With high property prices, rising rents and sluggish rates of new-build, the UK is facing a crisis of housing affordability. A comprehensive strategy is urgently needed, one that’s joined up with other key areas of public policy, including taxation and investment in human capital.

Barely a day goes by without the words ‘housing crisis’ appearing in the news. High interest rates, inflation, wage stagnation and entrenched economic inequality are part of the mix. Declining rates of owner occupation especially among the under-35s, growing mortgage stress and rising rents complete the picture.

Figure 1: Share of owner-occupied households in England

Source: Statista

Local authorities now acknowledge a duty of prevention or relief to nearly 300,000 homeless households (up by 10% since 2019). They are also spending £1.7 billion per year on ‘temporary’ accommodation (Local Government Association, 2023).

Figure 2: Households in temporary accommodation

Source: Department for Levelling Up, Housing and Communities

The government seems hopeful, despite passing the parcel regularly from one housing minister to another (six between 2015 and 2020, seven more since). But hope, as they say, is not a plan; and a plan – a comprehensive housing strategy, integrated with itself and joined up with other areas of public policy – is what the UK needs right now.

What policies might work?

First, a meaningful effort to address a longstanding and deeply rooted problem of housing supply would help. The UK has been left trailing in Europe and the OECD in terms of new starts, housing stock that is fit for purpose, and homes per head of the population.

Figure 3: Dwellings per 1,000 people, OECD countries

Source: OECD

Presently, the government aims to create 300,000 new homes each year. But mandatory targets go in and out of fashion like designer shoes, while politicians debate the relative merits of brownfield and greenfield sites without building on either sufficiently to achieve key goals.

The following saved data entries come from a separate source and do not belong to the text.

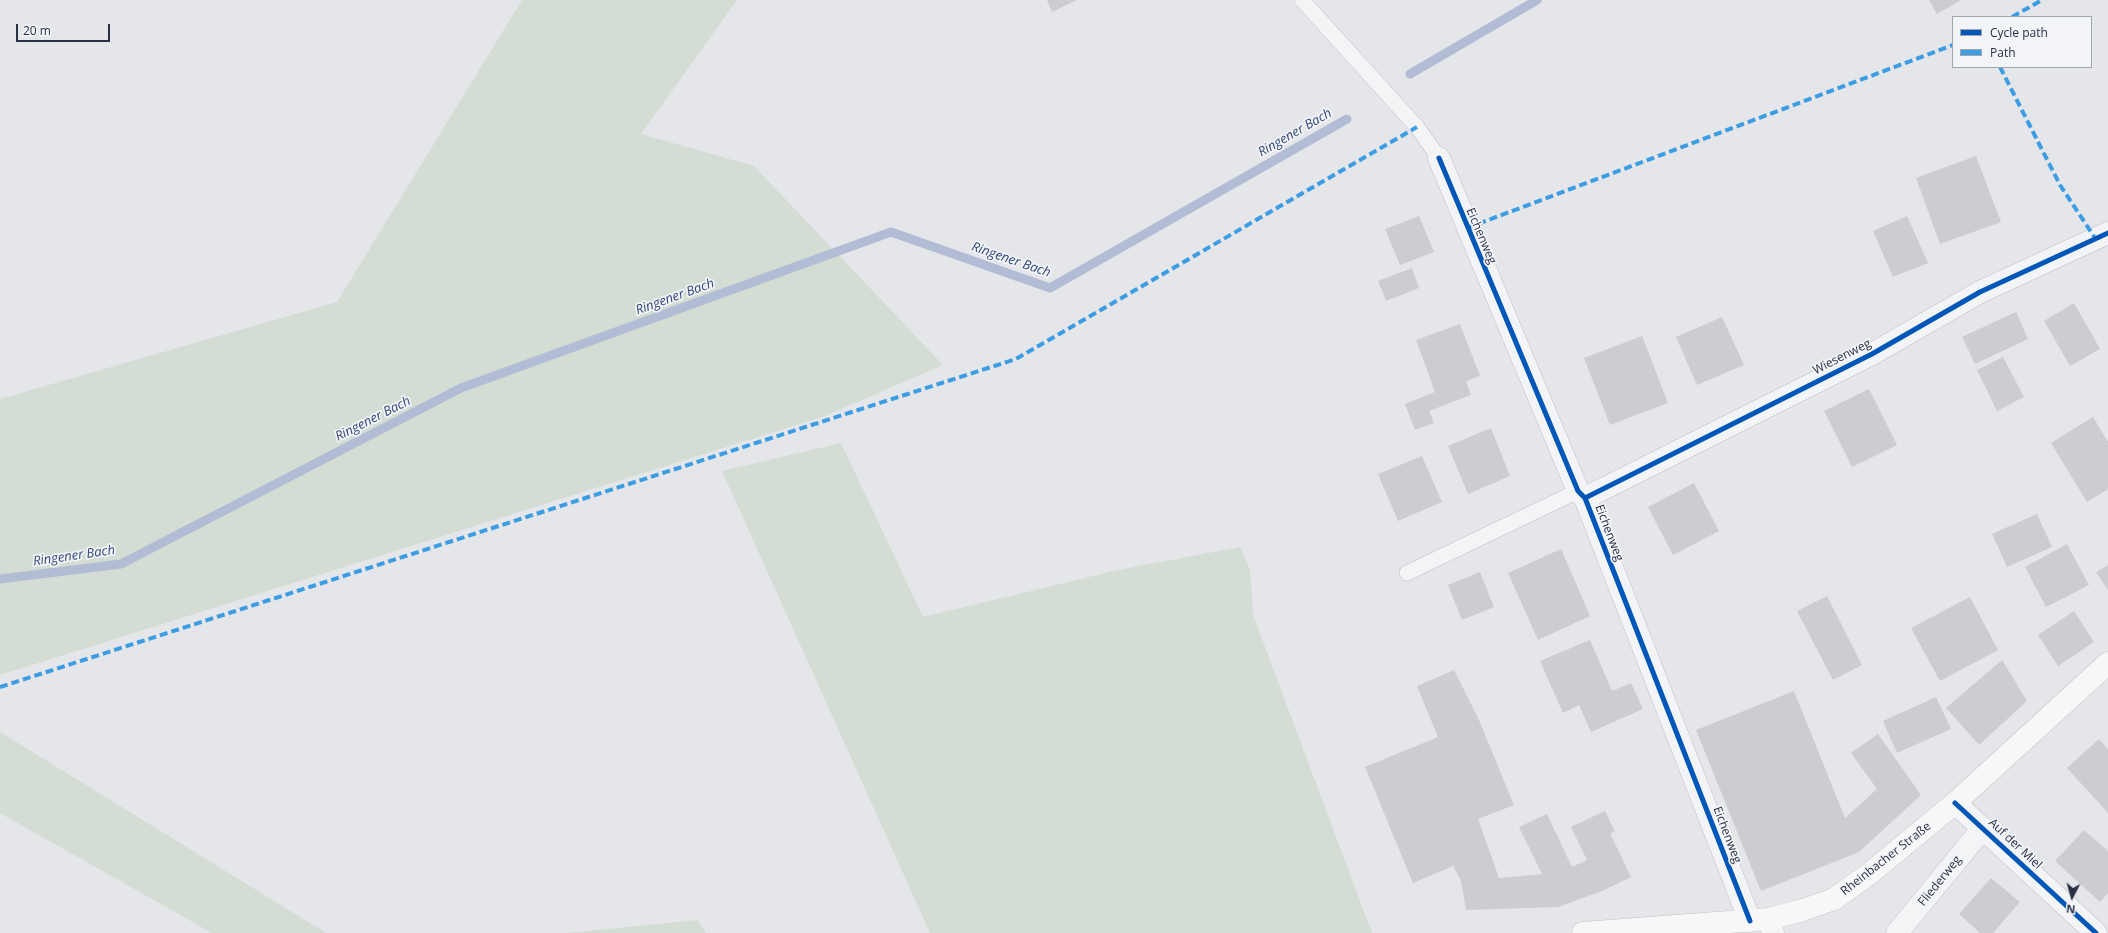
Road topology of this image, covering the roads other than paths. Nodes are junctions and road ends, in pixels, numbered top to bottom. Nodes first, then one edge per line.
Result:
1 (1302, 0) edge
2 (1438, 158) joint
3 (2108, 233) edge
4 (1582, 494) junction
5 (1407, 573) dead end
6 (2108, 663) edge
7 (1955, 803) junction
8 (1983, 828) junction
9 (1764, 924) edge
10 (1583, 933) edge
11 (1896, 933) edge
12 (2096, 933) edge

1 - 2 lane
2 - 4 street, Eichenweg
3 - 4 street, Wiesenweg
4 - 5 lane
4 - 9 street, Eichenweg
6 - 7 main road, Rheinbacher Straße
7 - 8 street, Auf der Miel
7 - 9 main road, Rheinbacher Straße
8 - 11 street, Fliederweg
8 - 12 street, Auf der Miel
9 - 10 main road, Rheinbacher Straße

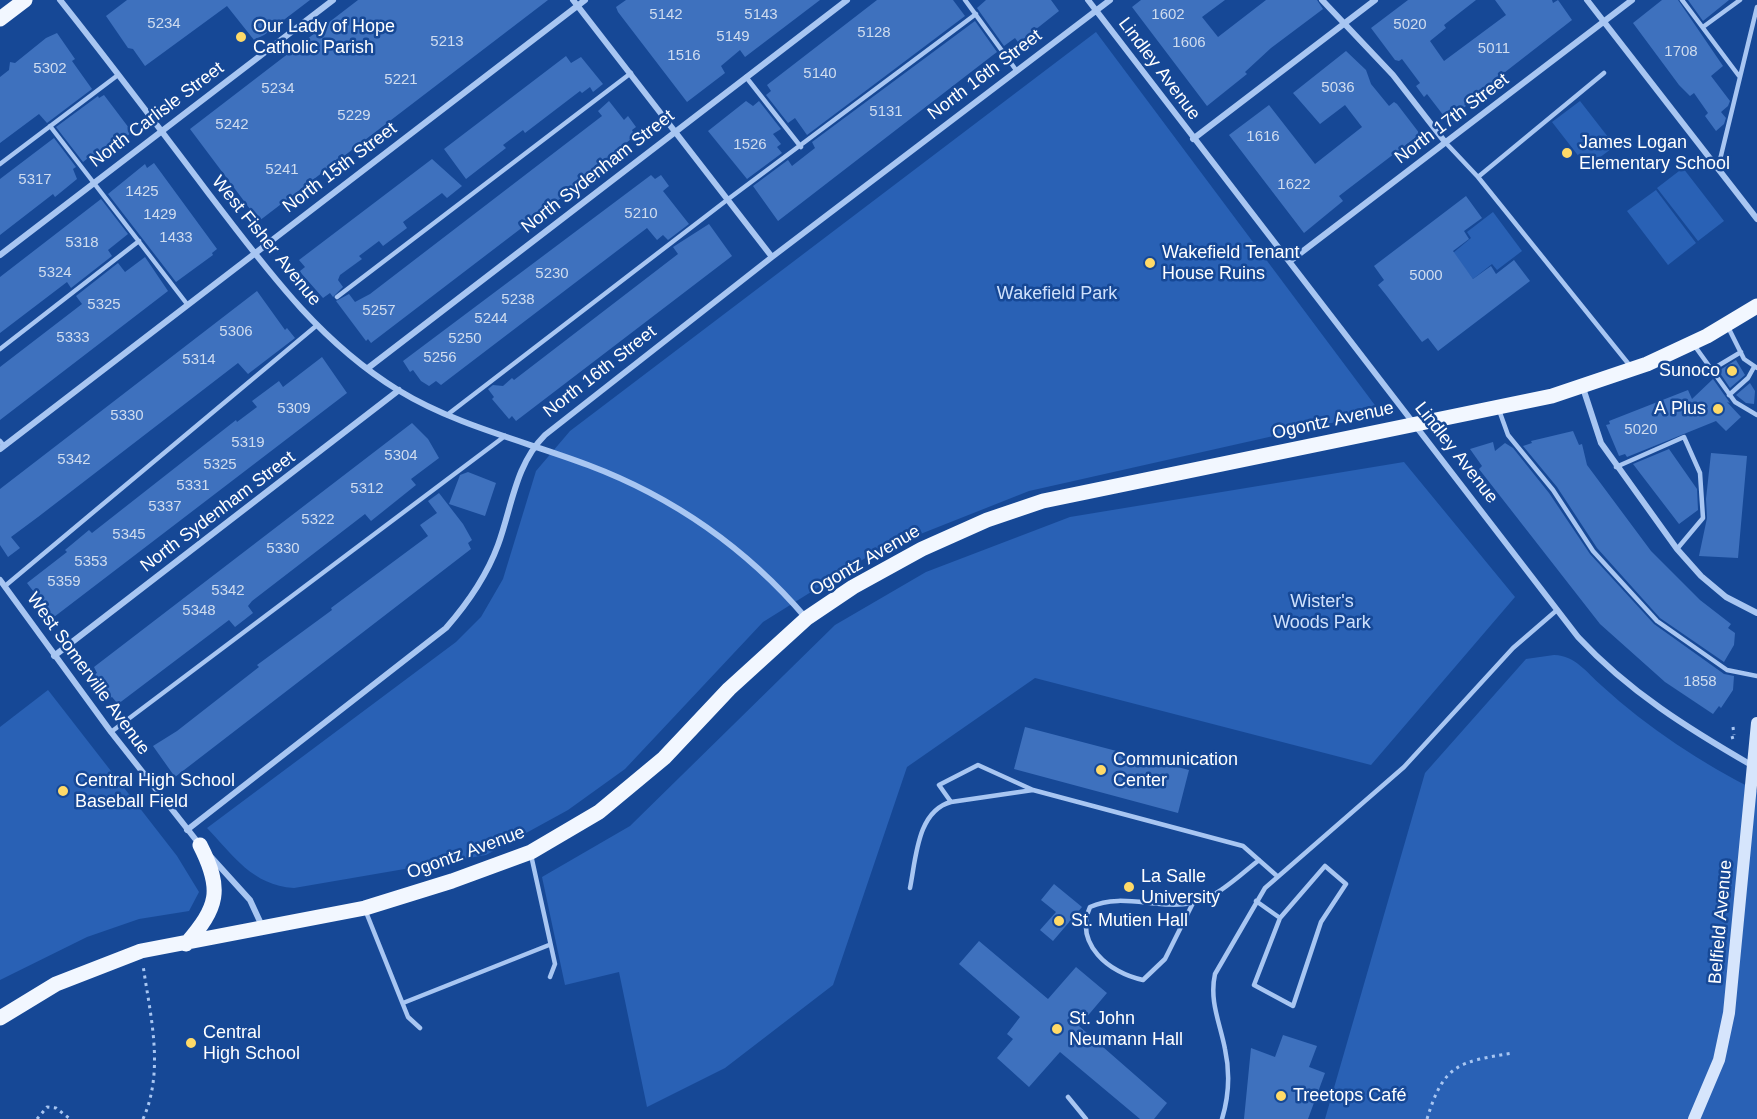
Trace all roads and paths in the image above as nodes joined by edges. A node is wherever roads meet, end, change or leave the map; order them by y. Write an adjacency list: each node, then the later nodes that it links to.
1 (25, 0): 19 (main road)
2 (60, 0): 26 (street, West Fisher Avenue)
3 (333, 0): 30 (street, North Carlisle Street)
4 (585, 0): 15 (street, North 15th Street)
5 (847, 0): 28 (street, North Sydenham Street)
6 (965, 0): 18 (lane)
7 (1088, 0): 17 (street, Lindley Avenue)
8 (1110, 0): 17 (street, North 16th Street)
9 (1322, 0): 21 (street)
10 (1375, 0): 21 (street)
11 (1587, 0): 20 (street)
12 (1632, 0): 20 (street, North 17th Street)
13 (1682, 0): 22 (lane)
14 (1740, 0): 22 (lane)
15 (575, 3): 24 (street); 42 (street, North 15th Street)
16 (1757, 7): 27 (lane)
17 (1096, 11): 23 (street, North 16th Street); 32 (street, Lindley Avenue)
18 (976, 14): 23 (lane); 34 (lane)
19 (0, 19)
20 (1604, 22): 33 (street, North 17th Street); 36 (street)
21 (1345, 23): 32 (street); 33 (street)
22 (1703, 27): 27 (lane)
23 (1016, 70): 44 (street, North 16th Street)
24 (631, 73): 31 (street); 46 (lane)
25 (1604, 73): 37 (lane)
26 (118, 75): 29 (lane); 30 (street, West Fisher Avenue)
27 (1739, 76): 36 (lane)
28 (746, 77): 31 (street, North Sydenham Street); 34 (lane)
29 (50, 126): 35 (lane); 38 (lane)
30 (161, 131): 38 (street, North Carlisle Street); 42 (street, West Fisher Avenue)
31 (675, 132): 39 (street); 55 (street, North Sydenham Street)
32 (1193, 140): 45 (street, Lindley Avenue)
33 (1445, 142): 37 (lane); 45 (street, North 17th Street)
34 (801, 147): 39 (lane)
35 (0, 164)
36 (1718, 168): 40 (street)
37 (1478, 177): 56 (lane)
38 (94, 182): 41 (lane); 43 (street, North Carlisle Street)
39 (727, 200): 44 (street); 62 (lane)
40 (1757, 219)
41 (139, 241): 47 (lane); 52 (lane)
42 (254, 253): 47 (street, North 15th Street); 50 (street, West Fisher Avenue)
43 (0, 255)
44 (771, 257): 67 (street, North 16th Street)
45 (1290, 261): 64 (street, Lindley Avenue)
46 (337, 297)
47 (187, 304): 66 (street, North 15th Street)
48 (1757, 306): 49 (main road, Ogontz Avenue)
49 (1727, 325): 51 (main road, Ogontz Avenue); 53 (lane)
50 (316, 326): 55 (street, West Fisher Avenue); 71 (lane)
51 (1693, 343): 56 (main road, Ogontz Avenue); 57 (lane)
52 (0, 349)
53 (1741, 352): 54 (lane); 57 (lane)
54 (1756, 367): 60 (lane)
55 (368, 368): 59 (street, West Fisher Avenue)
56 (1633, 369): 58 (main road, Ogontz Avenue)
57 (1711, 370): 60 (lane)
58 (1583, 387): 61 (main road, Ogontz Avenue); 68 (street)
59 (399, 390): 62 (street, West Fisher Avenue); 75 (street, North Sydenham Street)
60 (1729, 394): 63 (lane)
61 (1498, 407): 64 (main road, Ogontz Avenue); 76 (lane)
62 (447, 415): 65 (street, West Fisher Avenue)
63 (1757, 415)
64 (1414, 424): 72 (street, Lindley Avenue); 74 (main road, Ogontz Avenue)
65 (505, 436): 67 (street, West Fisher Avenue); 79 (lane)
66 (1, 445)
67 (534, 446): 74 (street, West Fisher Avenue); 84 (street, North 16th Street)
68 (1616, 467): 69 (street); 69 (lane)
69 (1677, 549): 73 (street)
70 (0, 580): 71 (street, West Somerville Avenue)
71 (5, 586): 75 (street, West Somerville Avenue)
72 (1557, 610): 81 (street, Lindley Avenue); 88 (lane)
73 (1757, 613)
74 (807, 618): 86 (main road, Ogontz Avenue)
75 (54, 656): 79 (street, West Somerville Avenue)
76 (1757, 676)
77 (1757, 723): 81 (street, Belfield Avenue)
78 (1733, 728): 80 (path)
79 (111, 732): 84 (street, West Somerville Avenue)
80 (1734, 736)
81 (1755, 767): 110 (street, Belfield Avenue)
82 (1033, 790): 83 (lane); 83 (lane); 87 (lane)
83 (951, 802): 89 (lane)
84 (187, 830): 85 (street, West Somerville Avenue)
85 (200, 845): 94 (street, West Somerville Avenue); 95 (main road)
86 (531, 852): 92 (main road, Ogontz Avenue); 96 (lane)
87 (1259, 860): 88 (lane); 91 (lane)
88 (1277, 876): 90 (lane)
89 (910, 888)
90 (1256, 901): 93 (lane); 108 (lane)
91 (1194, 903): 91 (lane)
92 (364, 908): 94 (main road, Ogontz Avenue); 99 (lane)
93 (1280, 918): 93 (lane)
94 (262, 926): 95 (main road, Ogontz Avenue)
95 (186, 944): 97 (main road, Ogontz Avenue)
96 (549, 945): 98 (lane); 99 (lane)
97 (141, 951): 100 (main road, Ogontz Avenue); 106 (path)
98 (550, 977)
99 (403, 1003): 101 (lane)
100 (0, 1018)
101 (420, 1028)
102 (1513, 1053): 109 (path)
103 (1068, 1097): 107 (lane)
104 (36, 1119): 105 (path)
105 (70, 1119)
106 (142, 1119)
107 (1086, 1119)
108 (1222, 1119)
109 (1427, 1119)
110 (1694, 1119)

In fact, UK housebuilding peaked in the 1960s and it has never really recovered. Between eye-watering dividends for construction company shareholders, a desperate need for planning reform, and debates around carbon footprints and emissions, there is no quick fix. If nothing else, however, the present hiatus could be used to explore and promote modern methods of construction – recognising their potential to create sustainable, as well as affordable, built environments in quite short periods of time.

Second, the housing system needs a reliable flow of funds. With so little public investment in recent decades, ministerial hopes have been pinned on private finance for everything from funds for lending to housing infrastructure improvements. Of late, institutional investment in the private rental sector has been in vogue, favouring ‘build-to-rent’ over ‘buy-to-let’.

While it is possible that build-to-rent could account for as much as a quarter of the private rental sector by the end of the decade, so far the jury is out: fewer than 100,000 units have been completed (though more than double that may be in the pipeline), and rents and charges are at a premium.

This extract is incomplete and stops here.